= DATA FOR THE TASK =

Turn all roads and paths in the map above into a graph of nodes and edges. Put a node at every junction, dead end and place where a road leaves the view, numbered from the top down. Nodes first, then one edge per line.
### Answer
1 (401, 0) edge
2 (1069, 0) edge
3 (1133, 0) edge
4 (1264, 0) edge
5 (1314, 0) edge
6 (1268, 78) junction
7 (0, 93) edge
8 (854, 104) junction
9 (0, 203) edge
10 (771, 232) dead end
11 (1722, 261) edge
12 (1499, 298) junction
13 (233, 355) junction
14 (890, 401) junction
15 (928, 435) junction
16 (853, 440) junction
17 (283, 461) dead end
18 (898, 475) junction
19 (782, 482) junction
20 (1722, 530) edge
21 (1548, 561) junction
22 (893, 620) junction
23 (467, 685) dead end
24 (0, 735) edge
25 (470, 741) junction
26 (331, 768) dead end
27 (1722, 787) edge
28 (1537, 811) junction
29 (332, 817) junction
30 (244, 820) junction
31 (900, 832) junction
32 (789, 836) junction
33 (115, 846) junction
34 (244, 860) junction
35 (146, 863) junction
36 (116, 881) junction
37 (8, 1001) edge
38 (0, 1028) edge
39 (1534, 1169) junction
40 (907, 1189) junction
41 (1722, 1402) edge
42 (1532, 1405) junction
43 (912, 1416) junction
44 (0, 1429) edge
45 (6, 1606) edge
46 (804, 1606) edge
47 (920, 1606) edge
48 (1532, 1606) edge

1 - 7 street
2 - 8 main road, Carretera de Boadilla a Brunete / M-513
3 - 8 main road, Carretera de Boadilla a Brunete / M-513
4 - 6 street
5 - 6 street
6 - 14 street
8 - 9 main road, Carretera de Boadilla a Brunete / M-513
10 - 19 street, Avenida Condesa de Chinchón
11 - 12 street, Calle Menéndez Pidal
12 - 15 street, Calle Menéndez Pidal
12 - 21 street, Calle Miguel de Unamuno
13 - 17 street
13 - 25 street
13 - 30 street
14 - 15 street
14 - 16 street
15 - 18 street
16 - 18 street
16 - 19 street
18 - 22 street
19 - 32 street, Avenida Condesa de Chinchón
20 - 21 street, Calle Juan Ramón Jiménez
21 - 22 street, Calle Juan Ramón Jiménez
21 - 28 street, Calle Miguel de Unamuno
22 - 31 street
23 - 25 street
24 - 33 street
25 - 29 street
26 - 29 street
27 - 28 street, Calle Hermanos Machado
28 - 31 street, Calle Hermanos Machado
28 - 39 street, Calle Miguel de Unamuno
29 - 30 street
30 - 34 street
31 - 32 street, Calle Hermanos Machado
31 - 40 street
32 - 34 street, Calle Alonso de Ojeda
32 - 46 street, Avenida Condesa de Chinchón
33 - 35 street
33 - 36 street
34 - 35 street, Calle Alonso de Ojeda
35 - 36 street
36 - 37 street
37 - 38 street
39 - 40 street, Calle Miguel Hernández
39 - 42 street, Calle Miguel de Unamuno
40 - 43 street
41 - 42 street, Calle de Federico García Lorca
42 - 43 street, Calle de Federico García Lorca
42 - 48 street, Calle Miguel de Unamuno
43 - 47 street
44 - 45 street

= WHAT YOU HAVE TO DO =
Your reply should consist of a single number, the count of lines in the records above that contain the string "main".

= TASK OUTPUT =
3